■ **Work request**
From the records below, pull each line that has "Rebstöcker".

■ **Information supplied**
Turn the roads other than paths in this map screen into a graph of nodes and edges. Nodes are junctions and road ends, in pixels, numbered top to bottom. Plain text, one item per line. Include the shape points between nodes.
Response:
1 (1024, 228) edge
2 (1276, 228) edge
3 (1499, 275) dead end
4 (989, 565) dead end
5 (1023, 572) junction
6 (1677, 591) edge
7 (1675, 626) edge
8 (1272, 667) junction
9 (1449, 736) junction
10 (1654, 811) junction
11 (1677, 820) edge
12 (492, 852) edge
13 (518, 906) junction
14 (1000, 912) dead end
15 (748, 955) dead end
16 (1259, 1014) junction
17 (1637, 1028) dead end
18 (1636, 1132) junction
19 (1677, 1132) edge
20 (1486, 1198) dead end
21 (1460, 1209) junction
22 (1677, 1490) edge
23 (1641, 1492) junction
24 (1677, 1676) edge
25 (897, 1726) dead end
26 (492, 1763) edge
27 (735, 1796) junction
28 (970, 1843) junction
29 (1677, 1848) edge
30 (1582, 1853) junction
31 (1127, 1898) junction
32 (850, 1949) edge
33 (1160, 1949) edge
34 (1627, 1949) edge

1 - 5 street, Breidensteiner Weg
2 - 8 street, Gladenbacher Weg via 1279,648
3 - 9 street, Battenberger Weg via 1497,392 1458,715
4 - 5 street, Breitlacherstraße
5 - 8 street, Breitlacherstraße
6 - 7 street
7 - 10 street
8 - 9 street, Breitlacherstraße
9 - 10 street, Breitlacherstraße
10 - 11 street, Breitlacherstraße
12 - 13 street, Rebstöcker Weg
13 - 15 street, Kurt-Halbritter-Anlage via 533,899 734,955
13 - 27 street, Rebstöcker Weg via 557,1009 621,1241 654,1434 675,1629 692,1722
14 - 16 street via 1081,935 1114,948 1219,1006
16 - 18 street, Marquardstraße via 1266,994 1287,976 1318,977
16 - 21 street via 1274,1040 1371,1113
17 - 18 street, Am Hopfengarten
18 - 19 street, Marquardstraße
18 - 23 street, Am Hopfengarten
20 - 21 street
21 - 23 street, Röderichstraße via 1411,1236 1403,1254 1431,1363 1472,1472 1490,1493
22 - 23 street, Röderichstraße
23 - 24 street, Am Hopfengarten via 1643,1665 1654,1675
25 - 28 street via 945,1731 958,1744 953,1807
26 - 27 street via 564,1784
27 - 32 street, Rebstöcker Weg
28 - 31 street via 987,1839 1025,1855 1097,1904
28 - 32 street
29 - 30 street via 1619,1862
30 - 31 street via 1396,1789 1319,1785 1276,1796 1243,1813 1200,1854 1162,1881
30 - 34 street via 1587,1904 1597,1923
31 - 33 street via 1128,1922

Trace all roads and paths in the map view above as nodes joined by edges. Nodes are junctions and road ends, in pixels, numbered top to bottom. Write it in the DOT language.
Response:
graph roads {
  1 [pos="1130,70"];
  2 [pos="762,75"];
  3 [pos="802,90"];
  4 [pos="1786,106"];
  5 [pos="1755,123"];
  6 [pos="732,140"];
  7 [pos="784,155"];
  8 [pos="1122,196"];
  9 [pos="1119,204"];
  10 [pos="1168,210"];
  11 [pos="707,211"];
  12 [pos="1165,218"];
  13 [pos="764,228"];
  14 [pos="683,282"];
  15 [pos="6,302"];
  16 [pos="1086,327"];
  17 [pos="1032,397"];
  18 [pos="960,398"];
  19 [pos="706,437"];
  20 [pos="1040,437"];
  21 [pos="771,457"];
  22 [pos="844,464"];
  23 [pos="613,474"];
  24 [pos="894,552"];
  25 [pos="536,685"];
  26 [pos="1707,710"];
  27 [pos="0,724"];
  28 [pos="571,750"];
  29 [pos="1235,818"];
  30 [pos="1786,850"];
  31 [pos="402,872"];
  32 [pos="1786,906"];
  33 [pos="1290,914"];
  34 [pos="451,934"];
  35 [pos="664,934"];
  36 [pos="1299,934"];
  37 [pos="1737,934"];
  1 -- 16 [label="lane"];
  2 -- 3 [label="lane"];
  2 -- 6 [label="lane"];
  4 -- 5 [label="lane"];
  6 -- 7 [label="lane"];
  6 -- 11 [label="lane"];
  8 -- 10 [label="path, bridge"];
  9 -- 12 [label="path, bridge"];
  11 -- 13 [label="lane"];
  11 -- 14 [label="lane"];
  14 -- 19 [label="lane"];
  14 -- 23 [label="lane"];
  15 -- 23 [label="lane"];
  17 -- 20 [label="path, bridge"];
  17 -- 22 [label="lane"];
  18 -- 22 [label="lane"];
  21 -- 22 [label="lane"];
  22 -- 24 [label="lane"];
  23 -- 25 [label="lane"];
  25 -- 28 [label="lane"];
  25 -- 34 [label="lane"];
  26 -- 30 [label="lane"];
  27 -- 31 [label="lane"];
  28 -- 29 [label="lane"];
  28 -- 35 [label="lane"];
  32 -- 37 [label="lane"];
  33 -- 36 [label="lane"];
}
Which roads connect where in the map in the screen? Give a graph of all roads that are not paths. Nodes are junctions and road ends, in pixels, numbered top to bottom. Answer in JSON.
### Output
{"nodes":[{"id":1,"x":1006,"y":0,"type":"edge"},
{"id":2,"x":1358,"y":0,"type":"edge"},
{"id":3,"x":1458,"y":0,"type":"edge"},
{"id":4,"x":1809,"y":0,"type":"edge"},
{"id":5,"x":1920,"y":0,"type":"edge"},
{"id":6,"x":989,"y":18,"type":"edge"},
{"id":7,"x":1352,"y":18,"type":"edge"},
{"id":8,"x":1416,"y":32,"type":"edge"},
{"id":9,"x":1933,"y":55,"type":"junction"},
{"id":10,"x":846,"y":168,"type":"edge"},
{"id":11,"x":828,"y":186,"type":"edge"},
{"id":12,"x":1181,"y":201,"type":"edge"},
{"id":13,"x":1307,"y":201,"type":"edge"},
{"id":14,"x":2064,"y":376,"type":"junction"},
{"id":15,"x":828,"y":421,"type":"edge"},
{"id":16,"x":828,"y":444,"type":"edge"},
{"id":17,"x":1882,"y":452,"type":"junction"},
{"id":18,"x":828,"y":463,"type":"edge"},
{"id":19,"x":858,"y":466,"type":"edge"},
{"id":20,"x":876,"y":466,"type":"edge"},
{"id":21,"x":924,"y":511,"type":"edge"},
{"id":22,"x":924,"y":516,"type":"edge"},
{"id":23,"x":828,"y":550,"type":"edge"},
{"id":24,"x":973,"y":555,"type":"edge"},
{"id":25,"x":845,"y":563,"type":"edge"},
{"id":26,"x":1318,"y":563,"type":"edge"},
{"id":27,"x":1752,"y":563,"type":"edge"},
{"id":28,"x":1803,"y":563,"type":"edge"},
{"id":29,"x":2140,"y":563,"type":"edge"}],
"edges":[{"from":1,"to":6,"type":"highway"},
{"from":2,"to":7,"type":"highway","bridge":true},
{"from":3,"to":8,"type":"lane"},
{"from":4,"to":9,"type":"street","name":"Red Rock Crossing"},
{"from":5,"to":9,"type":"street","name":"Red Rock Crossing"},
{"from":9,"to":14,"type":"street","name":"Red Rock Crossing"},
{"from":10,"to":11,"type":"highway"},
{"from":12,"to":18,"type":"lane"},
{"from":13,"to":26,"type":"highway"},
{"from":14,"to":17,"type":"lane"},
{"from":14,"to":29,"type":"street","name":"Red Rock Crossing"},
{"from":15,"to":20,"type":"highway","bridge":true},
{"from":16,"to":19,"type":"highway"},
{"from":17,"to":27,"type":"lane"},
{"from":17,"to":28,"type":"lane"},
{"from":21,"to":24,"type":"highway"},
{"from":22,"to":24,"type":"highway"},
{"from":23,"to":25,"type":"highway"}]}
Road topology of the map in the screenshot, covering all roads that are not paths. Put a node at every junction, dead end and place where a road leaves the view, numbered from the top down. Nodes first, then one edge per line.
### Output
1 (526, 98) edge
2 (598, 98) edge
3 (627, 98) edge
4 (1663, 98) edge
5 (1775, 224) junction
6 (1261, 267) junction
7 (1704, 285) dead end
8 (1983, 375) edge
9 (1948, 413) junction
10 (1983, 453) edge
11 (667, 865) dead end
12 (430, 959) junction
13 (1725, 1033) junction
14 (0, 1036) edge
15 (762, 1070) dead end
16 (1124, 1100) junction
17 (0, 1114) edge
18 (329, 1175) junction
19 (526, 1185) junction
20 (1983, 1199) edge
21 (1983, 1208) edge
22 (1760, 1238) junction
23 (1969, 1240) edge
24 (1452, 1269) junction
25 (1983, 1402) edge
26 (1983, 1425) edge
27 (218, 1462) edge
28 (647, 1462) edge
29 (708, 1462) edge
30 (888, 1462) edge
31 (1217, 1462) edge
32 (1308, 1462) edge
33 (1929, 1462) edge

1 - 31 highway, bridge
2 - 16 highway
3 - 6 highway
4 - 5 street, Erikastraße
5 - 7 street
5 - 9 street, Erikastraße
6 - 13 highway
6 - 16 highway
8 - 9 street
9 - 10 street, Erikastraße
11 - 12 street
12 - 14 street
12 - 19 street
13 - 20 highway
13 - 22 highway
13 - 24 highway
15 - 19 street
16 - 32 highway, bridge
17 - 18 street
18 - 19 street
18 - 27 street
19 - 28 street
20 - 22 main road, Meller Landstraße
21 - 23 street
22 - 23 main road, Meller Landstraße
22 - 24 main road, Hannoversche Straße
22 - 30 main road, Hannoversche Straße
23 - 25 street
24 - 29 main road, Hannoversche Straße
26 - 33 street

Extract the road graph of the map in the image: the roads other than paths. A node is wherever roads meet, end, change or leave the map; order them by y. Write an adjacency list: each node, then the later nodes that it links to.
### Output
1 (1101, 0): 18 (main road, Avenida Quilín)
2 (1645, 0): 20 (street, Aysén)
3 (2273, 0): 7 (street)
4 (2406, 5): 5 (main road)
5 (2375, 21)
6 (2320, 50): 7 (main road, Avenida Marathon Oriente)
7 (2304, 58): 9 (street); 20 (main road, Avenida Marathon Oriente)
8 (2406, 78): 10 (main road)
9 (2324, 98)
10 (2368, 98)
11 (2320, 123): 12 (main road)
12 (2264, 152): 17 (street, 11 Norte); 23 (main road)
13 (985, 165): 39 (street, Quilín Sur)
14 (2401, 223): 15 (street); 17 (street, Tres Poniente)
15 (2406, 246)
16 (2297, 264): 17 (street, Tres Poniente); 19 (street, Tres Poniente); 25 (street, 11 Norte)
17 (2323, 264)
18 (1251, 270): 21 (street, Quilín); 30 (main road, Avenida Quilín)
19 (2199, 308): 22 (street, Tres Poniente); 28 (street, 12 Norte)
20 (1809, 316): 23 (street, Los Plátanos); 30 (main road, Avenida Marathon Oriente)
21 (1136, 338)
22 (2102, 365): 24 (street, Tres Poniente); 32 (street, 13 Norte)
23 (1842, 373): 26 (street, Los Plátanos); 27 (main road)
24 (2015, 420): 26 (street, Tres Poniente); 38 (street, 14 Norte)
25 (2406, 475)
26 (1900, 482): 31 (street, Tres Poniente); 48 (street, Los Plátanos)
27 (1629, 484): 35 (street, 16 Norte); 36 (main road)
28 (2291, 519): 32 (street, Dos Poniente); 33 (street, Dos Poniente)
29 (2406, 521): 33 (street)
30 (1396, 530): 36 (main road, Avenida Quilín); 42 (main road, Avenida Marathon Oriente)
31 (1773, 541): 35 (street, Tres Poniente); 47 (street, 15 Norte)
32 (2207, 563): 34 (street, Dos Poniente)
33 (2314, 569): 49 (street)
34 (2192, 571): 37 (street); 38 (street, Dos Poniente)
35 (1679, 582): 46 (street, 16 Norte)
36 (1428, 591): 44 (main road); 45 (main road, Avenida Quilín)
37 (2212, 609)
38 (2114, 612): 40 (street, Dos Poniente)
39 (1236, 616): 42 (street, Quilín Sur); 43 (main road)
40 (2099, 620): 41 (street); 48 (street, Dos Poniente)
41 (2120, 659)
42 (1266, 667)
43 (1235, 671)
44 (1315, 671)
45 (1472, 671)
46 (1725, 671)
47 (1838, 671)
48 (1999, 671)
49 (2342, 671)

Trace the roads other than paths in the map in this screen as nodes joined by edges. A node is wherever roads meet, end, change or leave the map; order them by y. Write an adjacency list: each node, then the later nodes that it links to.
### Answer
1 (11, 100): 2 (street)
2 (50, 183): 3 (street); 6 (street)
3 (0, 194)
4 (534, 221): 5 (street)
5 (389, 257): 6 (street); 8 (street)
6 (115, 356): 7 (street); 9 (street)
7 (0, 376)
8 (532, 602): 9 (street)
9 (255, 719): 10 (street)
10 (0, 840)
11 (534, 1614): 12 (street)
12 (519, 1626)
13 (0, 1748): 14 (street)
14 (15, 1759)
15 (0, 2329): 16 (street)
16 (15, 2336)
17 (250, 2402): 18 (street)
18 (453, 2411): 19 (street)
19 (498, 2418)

■ **Exercise result**
12 - 13 street, Rebstöcker Weg
13 - 27 street, Rebstöcker Weg via 557,1009 621,1241 654,1434 675,1629 692,1722
27 - 32 street, Rebstöcker Weg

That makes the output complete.